ARNHEM - De kortgedingrechter bepaalt dat de gemeente Arnhem aan Stichting Onderdak Woon- en Zorgvoorzieningen een voorschot op de schadevergoeding moet betalen van 600 duizend euro. Verder schorst ze het voorbereidingsbesluit van de gemeente van 13 januari 2021, dat het gebruik van het pand door de Stichting verbood. Volgens de kortgedingrechter is dit door de gemeente genomen besluit onrechtmatig.


De Stichting huurt sinds april 2019 een gedeelte van het voormalige bejaardentehuis De Paasberg in Arnhem. De Stichting had het plan om uiteindelijk 47 personen in het pand begeleid wonen te bieden in het kader van forensische zorg. Vanaf 1 mei 2019 namen 7 bewoners hun intrek in het pand. Naar aanleiding van protesten van buurtbewoners trad de gemeente bij besluit van 4 juni 2019 handhavend op tegen de Stichting, omdat zij het pand in strijd met de geldende bestemming zou gebruiken. Daarbij legde de gemeente aan de Stichting lasten onder dwangsom op. De Stichting bracht in verband daarmee de bewoners van het pand elders onder en staakte de exploitatie van het pand. Het bezwaar en beroep van de Stichting tegen het handhavingsbesluit van de gemeente zijn afgewezen.

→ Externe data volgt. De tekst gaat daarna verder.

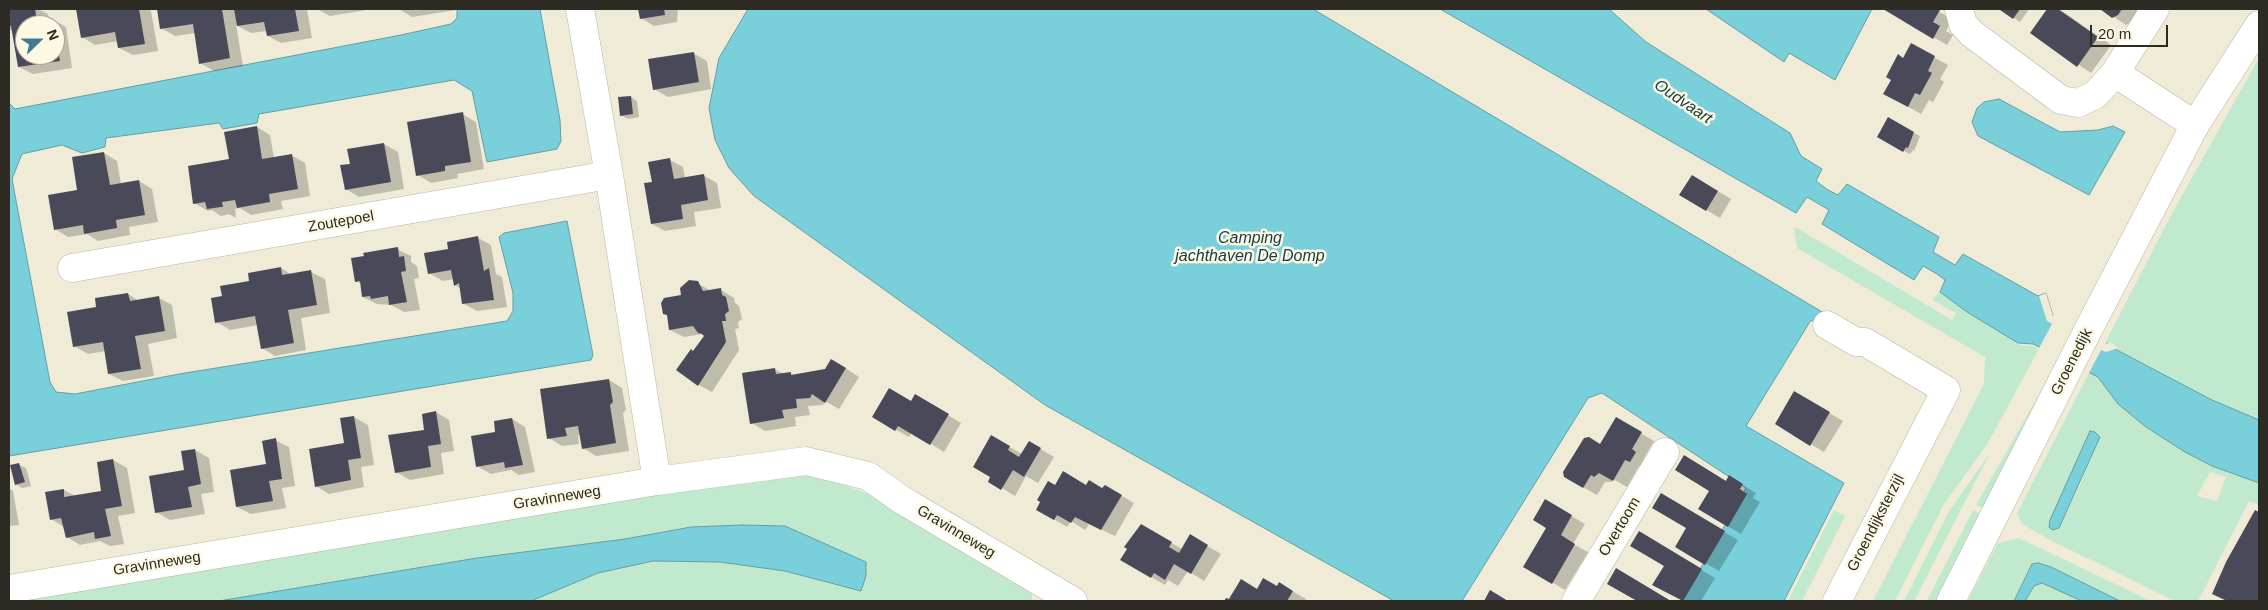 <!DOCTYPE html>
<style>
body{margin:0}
#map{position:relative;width:2268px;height:610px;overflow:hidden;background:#f0ebd7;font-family:Helvetica,sans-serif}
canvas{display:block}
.frame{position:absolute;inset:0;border:10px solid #2d2b24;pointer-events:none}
.north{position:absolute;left:15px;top:15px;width:50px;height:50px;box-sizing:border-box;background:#fdf8e4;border:1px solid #aaa697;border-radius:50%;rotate:68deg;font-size:14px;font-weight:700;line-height:20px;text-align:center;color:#2d2b24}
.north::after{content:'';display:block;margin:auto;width:18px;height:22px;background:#3e7d91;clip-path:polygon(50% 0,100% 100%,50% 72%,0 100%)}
.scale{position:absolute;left:2090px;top:25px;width:78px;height:22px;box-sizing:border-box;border:2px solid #2d2b24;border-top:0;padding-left:6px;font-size:15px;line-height:18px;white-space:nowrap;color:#2d2b24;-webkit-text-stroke:4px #fdf8e4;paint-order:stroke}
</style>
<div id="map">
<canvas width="2268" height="610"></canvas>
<div class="frame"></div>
<div class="north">N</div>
<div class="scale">20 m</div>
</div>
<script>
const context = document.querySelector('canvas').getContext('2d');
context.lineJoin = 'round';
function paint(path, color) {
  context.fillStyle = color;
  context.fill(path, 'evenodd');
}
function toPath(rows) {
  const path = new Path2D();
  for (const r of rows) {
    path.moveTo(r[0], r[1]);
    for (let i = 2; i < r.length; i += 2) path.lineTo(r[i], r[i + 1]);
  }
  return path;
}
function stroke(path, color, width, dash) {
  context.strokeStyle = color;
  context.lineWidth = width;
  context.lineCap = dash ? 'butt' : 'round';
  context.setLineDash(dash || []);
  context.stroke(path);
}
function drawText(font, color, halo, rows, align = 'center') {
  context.font = font + ' Helvetica,sans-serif';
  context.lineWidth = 5;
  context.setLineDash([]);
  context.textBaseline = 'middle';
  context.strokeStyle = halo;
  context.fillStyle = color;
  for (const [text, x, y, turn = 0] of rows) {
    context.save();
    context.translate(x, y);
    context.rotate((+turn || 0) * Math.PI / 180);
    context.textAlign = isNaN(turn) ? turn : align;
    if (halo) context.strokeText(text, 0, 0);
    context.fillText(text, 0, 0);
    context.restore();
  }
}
const green = toPath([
 [2259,58,2259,420,2212,400,2105,343,2170,217],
 [1794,228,1797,228,1952,320,1956,313,1932,300,1940,292,1967,312,2014,339,2019,345,2032,346,2039,349,1988,443,1943,506,1895,601,1873,601,1984,384,1985,357,1797,248],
 [2089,373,2098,377,2118,404,2146,427,2212,466,2259,483,2259,505,2249,501,2198,601,2175,601,2048,539,2021,523,2017,513],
 [2095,432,2100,437,2080,485,2059,528,2056,530],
 [2210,472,2226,477,2217,501,2197,496],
 [2044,386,2046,387,1983,508,1976,505],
 [1990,453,1914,601,1904,601,1949,511],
 [809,473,869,494,1026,585,1032,594,1032,601,531,601,598,573,653,561,720,562,785,571,844,587,785,526,742,525,691,527,625,539,477,558,219,601,9,601,693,488],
 [1834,510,1845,516,1802,601,1788,601],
 [1973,510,1980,514,1936,601,1927,601],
 [2019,538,2044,550,2151,601,2120,601,2051,567,2038,563,2032,564,2014,601,1968,601,1998,543],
 [2042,583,2048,583,2082,601,2025,601,2034,586]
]);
const water = toPath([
 [457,9,540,9,560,120,561,141,557,149,487,162,472,91,454,80,259,114,257,123,223,129,219,123,106,138,105,147,82,153,62,145,22,154,12,179,50,382,56,392,75,394,179,374,507,321,513,311,513,293,499,237,504,233,567,221,593,355,591,360,9,456,9,103,15,109,401,35,451,24,457,18,457,9],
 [748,9,1313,9,1829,316,1822,327,1811,320,1746,426,1844,483,1784,601,1682,601,1746,488,1602,393,1588,398,1462,601,1394,601,1045,405,754,196,729,168,715,140,709,108,719,58,748,9],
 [1440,9,1609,9,1646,42,1790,133,1801,156,1822,169,1816,181,1828,190,1838,195,1847,184,1939,237,1933,252,1955,265,1963,254,2038,296,2046,293,2053,316,2106,344,2109,343,2115,349,2212,400,2259,420,2259,483,2212,466,2185,452,2146,427,2118,404,2098,377,2033,344,2018,343,1967,312,1940,292,1945,280,1937,274,1923,266,1914,280,1822,224,1829,210,1807,197,1796,213,1440,9],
 [1706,9,1872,9,1835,80,1789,53,1784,62,1706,9],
 [1999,99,2060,132,2098,130,2113,126,2125,132,2089,195,1978,136,1972,122,1977,108,1984,102,1999,99],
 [2090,431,2095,432,2100,437,2059,528,2052,530,2049,527,2050,520,2090,431],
 [742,525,785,526,866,562,866,576,861,591,785,571,720,562,653,561,598,573,531,601,219,601,477,558,625,539,691,527,742,525],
 [2038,563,2051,567,2120,601,2082,601,2042,583,2034,586,2025,601,2014,601,2032,564,2038,563]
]);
const pier = toPath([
 [2046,293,2053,316,2057,315,2106,340,2106,344,2111,342,2118,348,2106,352,2101,350,2088,375,2038,350,2052,324,2047,321,2039,296]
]);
const shadow = toPath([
 [21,9,38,9,48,14,49,20,52,19,66,27,72,68,33,74,19,67,14,32,9,29,9,11],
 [25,25,55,25,55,55,25,55],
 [77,9,147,9,151,11,158,51,133,55,119,48,118,41,95,45,82,37],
 [158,9,307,9,312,38,281,43,268,36,267,31,251,33,236,25,243,66,214,71,200,63,196,33,175,36,161,28],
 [317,9,373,9,330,16],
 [399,9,456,9,456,10,412,17],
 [639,9,678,9,677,22,654,26,641,18],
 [1885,9,1934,9,1952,19,1946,31,1953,35,1947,45],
 [2003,9,2029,9,2020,22,2002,10],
 [2049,9,2058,9,2065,13,2111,45,2091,73,2032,33],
 [2102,9,2139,9,2131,22,2126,25],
 [1912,45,1948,65,1940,79,1944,82,1933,102,1929,100,1921,114,1898,101,1904,59],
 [693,53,707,61,711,89,668,97,654,89],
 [631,97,637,101,639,117,628,119,621,115],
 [462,114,476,122,484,169,457,174,458,178,431,183,418,175],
 [1888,119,1920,136,1914,151,1913,150,1910,154,1878,137],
 [257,127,270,135,274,158,291,155,305,163,310,196,281,201,283,209,251,215,240,208,235,209,236,218,229,214,221,216,212,210,208,211,194,203],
 [384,144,398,152,404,189,359,197,346,189,351,165,349,150],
 [104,153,117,161,121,184,139,181,152,189,158,222,129,227,130,235,98,241,87,234,68,237,55,229],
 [670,160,683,167,685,178,703,175,717,183,721,208,694,212,696,226,665,231,652,224,653,184],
 [1692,176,1731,199,1720,218,1681,195],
 [478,238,491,245,496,274,502,277,507,307,477,311,464,304,461,289,455,285,454,279,443,281,429,273],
 [397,249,411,256,411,262,417,266,419,278,414,279,420,310,404,312,391,305,377,304,363,297,361,284,356,281],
 [281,268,292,275,311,272,325,279,330,313,301,318,306,350,275,356,262,348,258,325,230,330,217,322,223,297],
 [697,283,711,291,721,290,734,298,735,303,739,306,742,319,738,322,739,328,735,329,739,350,712,392,699,385,694,352,705,336,702,334,684,337,670,330,668,316,664,313],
 [128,294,139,301,159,298,172,305,177,338,148,344,154,376,123,381,109,374,105,351,88,354,74,346,98,308],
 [845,368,859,377,839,409,825,401,823,405,808,406,810,415,795,417,796,426,765,431,752,423,774,369,784,374,790,373,795,376],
 [609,380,622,388,626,410,623,413,629,451,596,456,583,448,580,435,578,435,579,444,562,446,549,438],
 [1795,393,1843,421,1824,452,1777,424],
 [916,396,961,423,944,452,912,432,909,437,874,417,911,403],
 [436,412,449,420,454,451,441,453,444,474,410,480,396,472],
 [354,417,368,425,374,465,361,467,364,487,329,494,316,486,346,444],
 [512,419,525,427,535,472,519,475,511,470,491,474,477,466,497,433],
 [1617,419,1654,441,1644,458,1648,461,1643,469,1639,466,1627,487,1613,479,1611,482,1605,482,1597,495,1565,477,1601,445],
 [992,437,1022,454,1029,442,1054,457,1038,483,1026,476,1015,496,990,481,992,477],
 [275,440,289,447,295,486,282,488,286,508,251,514,237,507,267,465],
 [195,450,209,458,214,492,201,494,205,514,170,520,156,512,186,471],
 [113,460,127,468,135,513,118,516,124,544,110,546,100,541,80,545,67,537,64,527,51,519,64,490,75,496,103,492],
 [19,465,26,468,31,486,22,488,16,484],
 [1729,477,1756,493,1753,498,1760,502,1741,534,1699,509],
 [1087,486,1103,490,1105,486,1134,503,1115,536,1089,524,1085,530,1071,521,1067,527,1038,510,1055,487],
 [9,488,13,491,19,525,9,526],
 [1662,495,1738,540,1719,571,1677,547,1688,528],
 [1546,501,1585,524,1573,544,1588,552,1565,590,1525,566,1547,528],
 [2256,512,2259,514,2259,601,2228,601,2214,593],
 [1142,526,1182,549,1190,536,1221,554,1204,581,1188,571,1178,586,1168,580,1165,585,1122,560],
 [1639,533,1715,578,1701,601,1683,601,1654,584,1665,566],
 [1241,581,1257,590,1278,588,1280,584,1306,599,1305,601,1227,601]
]);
const building = toPath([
 [9,9,35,9,37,20,52,18,54,25,25,25,25,55,55,55,56,40,60,61,18,67,11,26,9,26],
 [76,9,139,9,145,44,118,48,115,32,81,38],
 [157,9,222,9,230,58,199,64,193,24,160,29],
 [234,9,295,9,299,31,267,36,264,22,237,26],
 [638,9,664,9,665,15,640,19],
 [1883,9,1937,9,1940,10,1933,22,1940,26,1933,39],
 [2002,9,2020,9,2013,19,2000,10],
 [2047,9,2058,9,2098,37,2077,67,2030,33],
 [2100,9,2122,9,2118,15,2112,18],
 [1911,43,1935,56,1928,71,1932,73,1920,95,1915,93,1908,107,1883,94,1891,80,1886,77,1898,54,1903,58],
 [694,52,699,82,653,90,648,59],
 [631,96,633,114,620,116,618,97],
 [463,112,471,162,445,166,445,171,416,176,407,122],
 [1888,117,1914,132,1908,148,1906,147,1903,152,1877,137],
 [257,126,262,159,292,154,298,189,269,194,270,202,237,208,235,200,222,202,223,207,221,207,207,209,205,202,193,204,188,166,229,159,224,132],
 [384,143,391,182,345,190,340,165,350,164,347,149],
 [104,152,110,185,139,180,145,215,116,220,117,228,84,234,83,225,54,230,48,195,77,190,72,157],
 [670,158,674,179,704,174,708,200,681,205,683,219,651,224,644,183,652,182,648,162],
 [1692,175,1718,191,1706,211,1679,195],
 [478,236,484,271,489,268,494,300,462,304,459,283,454,286,451,270,428,274,424,253,448,249,447,242],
 [398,247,399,257,404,256,406,271,401,272,407,302,389,305,388,296,371,299,370,296,362,297,360,281,355,282,351,258,364,256,363,253],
 [281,267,282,275,311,270,317,305,288,310,294,343,261,349,255,316,215,323,211,298,222,296,220,286,249,281,248,273],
 [689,280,698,281,703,291,721,288,722,295,726,297,729,311,725,314,726,321,722,321,726,342,698,386,676,370,691,349,693,351,704,336,702,334,698,333,693,326,669,330,667,315,663,314,661,303,664,298,681,295,680,288],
 [128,293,130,301,159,296,165,331,135,336,141,369,108,374,103,342,73,347,67,312,96,307,95,298],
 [831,359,846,368,825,403,812,394,810,398,796,399,797,408,782,410,784,418,750,424,742,373,775,368,776,374,791,372,791,375,825,369],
 [609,379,613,402,610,405,616,443,582,449,578,426,565,428,567,436,547,439,540,389],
 [889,388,911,401,915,394,949,414,930,445,898,426,895,431,872,417],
 [1794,391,1830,412,1810,446,1775,424],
 [436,411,441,444,428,446,431,467,395,473,388,435,424,430,422,414],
 [354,416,361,458,348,460,351,480,315,487,309,449,344,443,340,418],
 [1616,417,1642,432,1632,449,1636,452,1630,462,1625,460,1613,481,1599,473,1594,477,1591,475,1583,488,1564,477,1563,472,1584,438,1589,437,1600,444],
 [512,418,523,465,505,468,504,462,476,467,471,436,495,432,494,421],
 [991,435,1010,446,1008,450,1019,457,1029,441,1041,448,1024,477,1013,470,1001,490,988,482,990,477,973,467],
 [276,438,282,479,269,481,273,501,236,507,230,470,266,464,262,441],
 [195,449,201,484,188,487,192,507,155,513,149,476,184,470,181,451],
 [1684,455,1726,481,1729,475,1743,484,1740,489,1747,494,1728,527,1698,509,1709,491,1675,470],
 [113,459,122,506,105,509,111,536,95,539,94,532,66,538,61,518,50,520,45,492,64,489,64,497,101,491,97,462],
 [19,463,25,482,15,485,10,465],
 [1063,471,1086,485,1089,480,1102,488,1105,485,1122,495,1101,530,1075,517,1071,523,1057,515,1054,520,1036,510,1040,502,1037,500,1048,481,1055,485],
 [1661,493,1725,531,1705,565,1675,547,1686,528,1652,508],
 [1545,499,1572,515,1561,535,1575,544,1552,584,1523,567,1546,528,1533,520],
 [2255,510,2259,512,2259,601,2227,601,2212,594,2226,562],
 [1141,524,1172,542,1169,547,1179,553,1190,534,1208,545,1191,574,1174,564,1165,580,1154,573,1151,578,1120,560,1127,549,1124,547],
 [1639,531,1702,569,1683,601,1652,585,1664,566,1630,546],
 [1616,568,1671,601,1637,601,1607,584],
 [1263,578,1277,586,1279,582,1293,591,1287,601,1224,601,1226,598,1229,599,1241,579,1257,589],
 [1490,590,1508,601,1484,601]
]);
const minor = toPath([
 [580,9,609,175,657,481],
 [1959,9,1963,24,1971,33,2061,100,2078,103,2095,95,2115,73,2155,9],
 [2115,73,2195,125],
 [72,268,609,175],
 [1827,325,1856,342,1865,342,1946,390,1837,601],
 [9,589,657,481,806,461,868,476,902,500,1073,601],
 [1576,601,1665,452]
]);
const major = toPath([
 [1951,601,2088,330,2195,125,2259,25]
]);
const streetNames = [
 ["Zoutepoel",341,222,-10],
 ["Groenedijk",2072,362,-63],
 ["Gravinneweg",557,498,-9],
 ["Groendijksterzijl",1876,523,-63],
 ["Overtoom",1620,527,-59],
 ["Gravinneweg",956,532,31],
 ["Gravinneweg",157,564,-9]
];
const waterNames = [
 ["Oudvaart",1683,102,34],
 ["Camping",1250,239],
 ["jachthaven De Domp",1250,257]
];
paint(green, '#c0e9ce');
paint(water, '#79cfda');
stroke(water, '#629ea3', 1);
paint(pier, '#f0ebd7');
paint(shadow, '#0003');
paint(building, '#4a4959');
stroke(minor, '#b9b4a1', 29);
stroke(major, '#b9b4a1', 29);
stroke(minor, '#fff', 28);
stroke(major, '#fff', 28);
drawText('15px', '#2d2b24', '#fdf8e4', streetNames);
drawText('italic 16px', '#174045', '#fdf8e4', waterNames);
</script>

De Stichting is daarna in hoger beroep door de Raad van State in het gelijk gesteld. In de uitspraak van de Raad van State van 6 januari 2021 staat dat de Stichting het pand niet in strijd met het bestemmingsplan heeft gebruikt en is het besluit van de gemeente van 4 juni 2019 vernietigd. Daarna nam de gemeente op 13 januari 2021 een voorbereidingsbesluit om een wijziging van het bestemmingsplan in gang te zetten met betrekking tot het pand. In dat voorbereidingsbesluit verbood de gemeente om het 'feitelijk bestaande en legaal aanwezige gebruik' van het pand te wijzigen. Daardoor kon de Stichting het pand niet meer opnieuw gebruiken voor het plaatsen van personen in het kader van forensische zorg.

De eis
De Stichting eiste in een kort geding een voorschot op schadevergoeding van de gemeente. Daarnaast vroeg de Stichting om een schorsing van het voorbereidingsbesluit. Volgens de Stichting handelde de gemeente onrechtmatig met de genomen besluiten van 4 juni 2019 en 13 januari 2021. Zij stelde dat zij daardoor schade heeft geleden en eiste een voorschot op de schadevergoeding van 1,5 miljoen euro. Ook zou het schorsingsbesluit moeten worden geschorst, zodat De Stichting het pand weer zou kunnen gebruiken, zoals zij van plan was. Voor de periode tot aan de schorsing van het voorbereidingsbesluit eiste de Stichting een voorschot op de schadevergoeding van ongeveer 10 duizend euro per dag.

De gemeente was van mening dat die vorderingen moeten worden afgewezen.

Oordeel kortgedingrechter
De kortgedingrechter stelt de Stichting in het gelijk. Volgens de rechter zijn beide besluiten onrechtmatig en is het aannemelijk dat de Stichting daardoor schade heeft geleden. De rechter vindt het gevorderde bedrag te hoog. Daarom wijst ze een voorschot op een schadevergoeding toe van 600 duizend euro. Daarmee kan de Stichting de achterstallige huur van het pand betalen.

Ook schorst de rechter het voorbereidingsbesluit. De rechter vindt dat het voorbereidingsbesluit onrechtmatig is omdat de gemeente daardoor - ondanks het feit dat zij van de Raad van State geen gelijk heeft gekregen - alsnog het gebruik van het pand door de Stichting volledig belemmert. De gemeente houdt daarbij geen rekening met de belangen van de Stichting.